KAMPALA – President Museveni has said Foreign Affairs minister Sam Kutesa must answer allegations that he received a $500,000 (Shs1.8 billion)bribe from a Chinese company to help it gain business in Uganda.
Last Thursday, a US court convicted Patrick Ho Chi Ping for allegedly offering the bribe to President Museveni through Kutesa, to secure support for China Energy Fund in Uganda’s energy industry.
Addressing journalists on Monday, Museveni said Kutesa will have to explain to the Attorney General his role in the matter…
“Obviously it is a crime for him to get money from a foreign company. what were they paying you for? That would be a bribe and he will be answerable,” he said.
The President whereas Kutesa, in his own confession, said the money was meant for charity, he said the Attorney General will decide.
“I have told him to be in touch with our Attorney General to cross check, was this money for the charity or it was for him,” said Museveni.
The President also said that he is interested in finding out whether the said charity, was delivered or not.
Regarding the trial of Mr Ho, Museveni said that what happened in New York does not matter because Uganda lies within the Great Lakes and that the matter will be investigated by with domestic processes.
The press conference came after the
President announced measures to fight corruption.
Speaking at Kololo Independence Grounds in Kampala, he tasked government principal accounting officers including the permanent secretaries, Chief Administrative Officers, Town Clerks and Sub-county Chiefs to take responsibility for the use of public funds and stop making excuses for corruption in the country.
Mr Museveni also unveiled yet another anti-corruption institution and announced some radical measures to be taken by a unit in his office that will be headed by lieutenant colonel Edith Nakalema.
He said that unit will reign in public sector graft and that the measures will also include asset seizures and recovery.

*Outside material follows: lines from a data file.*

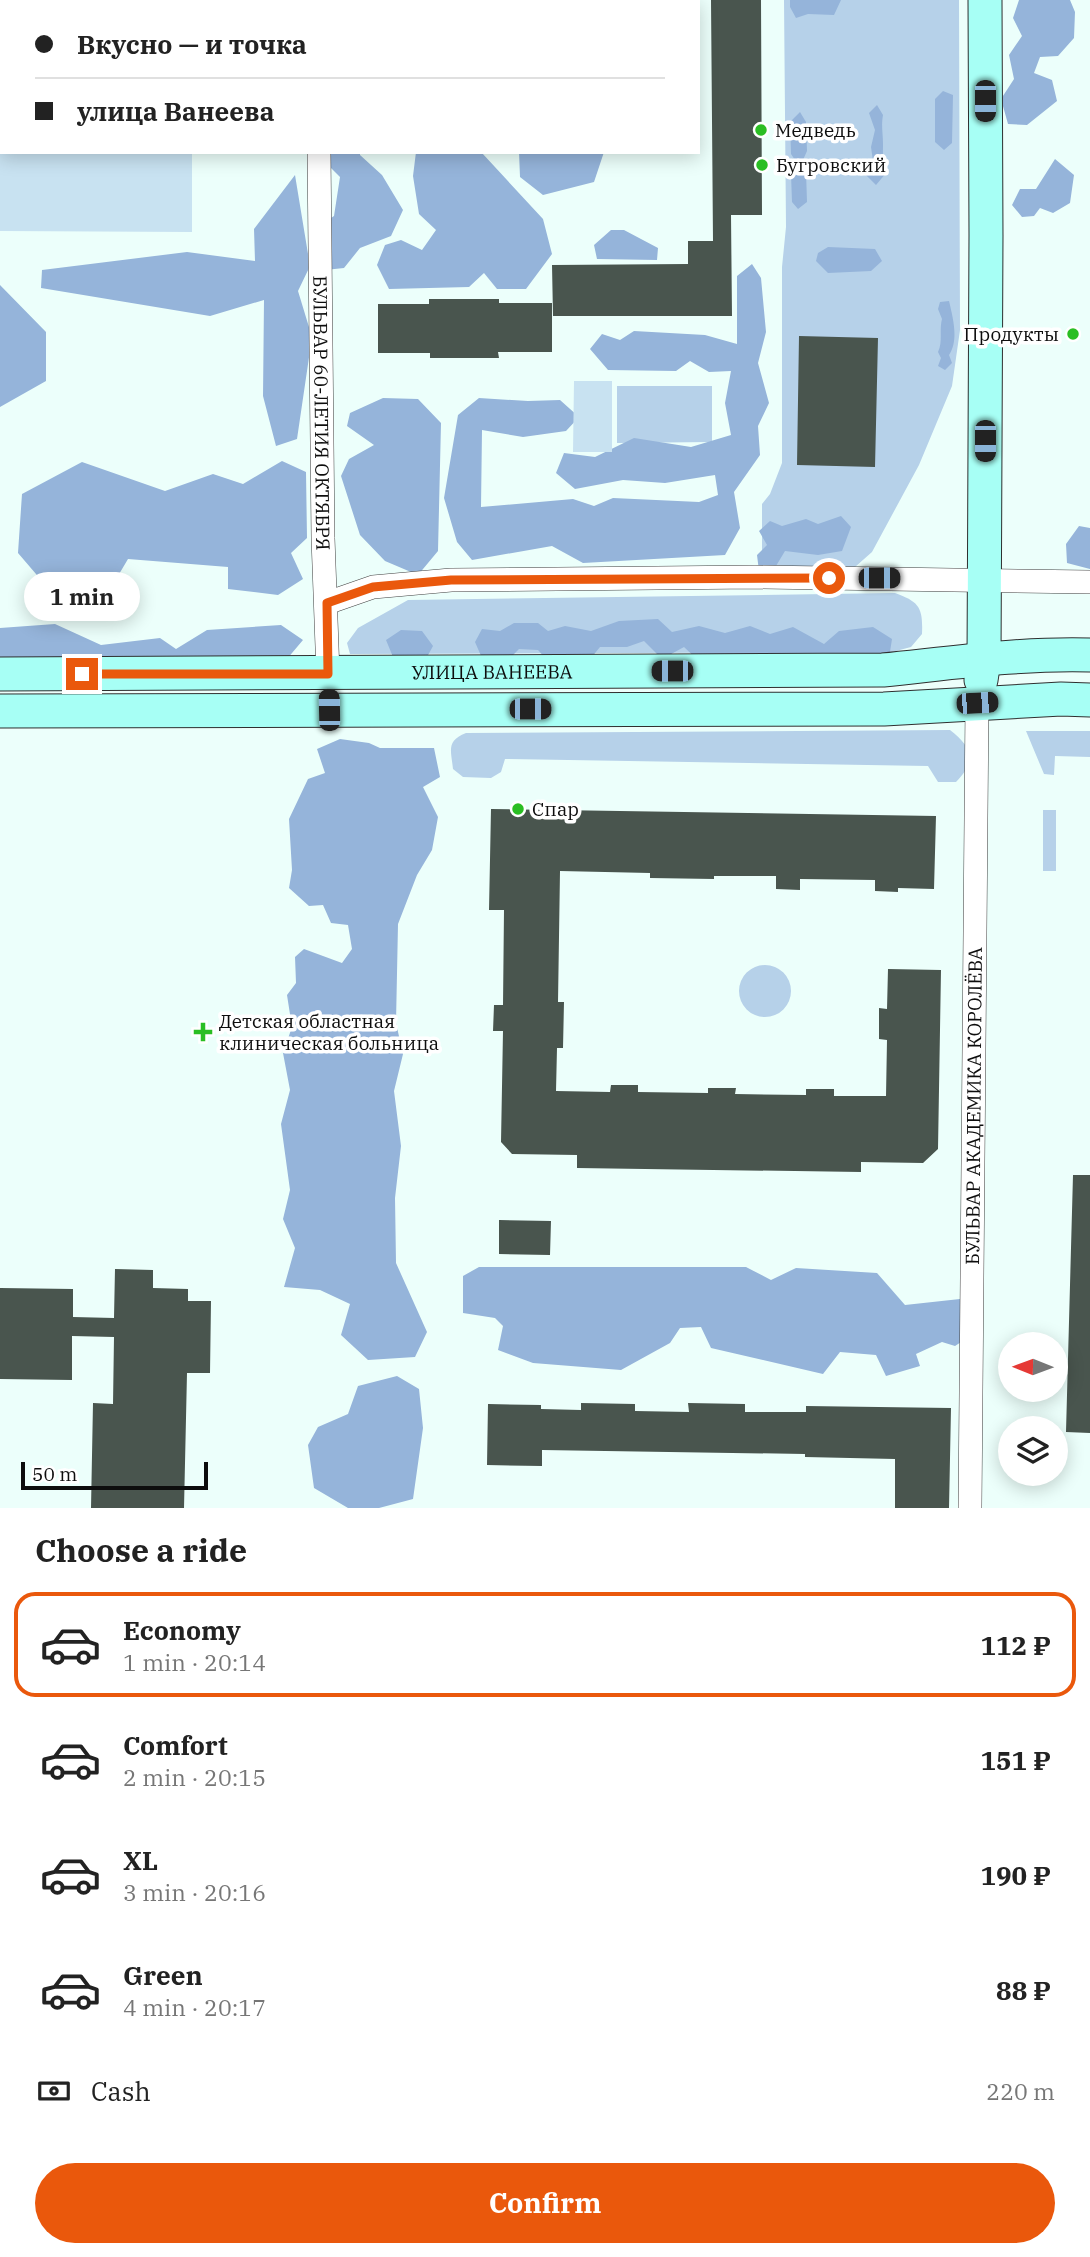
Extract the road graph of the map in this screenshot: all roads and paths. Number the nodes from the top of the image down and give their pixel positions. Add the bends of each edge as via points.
1 (985, 0) edge
2 (319, 154) edge
3 (984, 579) junction
4 (1090, 582) edge
5 (327, 603) junction
6 (1090, 655) edge
7 (984, 660) junction
8 (0, 674) edge
9 (328, 674) junction
10 (1090, 700) edge
11 (977, 703) junction
12 (329, 710) junction
13 (0, 711) edge
14 (970, 1508) edge

1 - 3 main road
2 - 5 street, БУЛЬВАР 60-ЛЕТИЯ ОКТЯБРЯ
3 - 4 street
3 - 5 street via 451,580 373,587
3 - 7 main road
5 - 9 street, БУЛЬВАР 60-ЛЕТИЯ ОКТЯБРЯ
6 - 7 main road, УЛИЦА ВАНЕЕВА
7 - 9 main road, УЛИЦА ВАНЕЕВА via 883,670
7 - 11 main road
8 - 9 main road, УЛИЦА ВАНЕЕВА
9 - 12 main road
10 - 11 main road, УЛИЦА ВАНЕЕВА
11 - 12 main road, УЛИЦА ВАНЕЕВА via 870,709
11 - 14 street, БУЛЬВАР АКАДЕМИКА КОРОЛЁВА
12 - 13 main road, УЛИЦА ВАНЕЕВА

Other measures include toll-free lines, new twitter and other media channels for the public to report corruption-related cases.
Museveni in his speech assured Ugandans that the problem of corruption is still defeatable adding that the country now has the manpower to handle the issue more firmly.
“In 1986, we had 7 challenges; extortion by the army extrajudicial killings, poaching of animals in national parks, embezzlement of public funds, bribery, nepotism, and encroachment on natural resources,” he adding that the NRM government has since handled some and the war is now on corruption.
He said the government can no longer be blackmailed by dishonest public servants saying “we now have sufficient, even surplus manpower. We’ll dismiss those implicated in corruption.”
He also revealed plans to involve heads of other arms of government including Speaker of Parliament Ms Rebecca Kadaga and Chief Justice Bart Katureebe in the new arrangement to deal with corruption cases in the parliamentary committees and the judiciary respectively.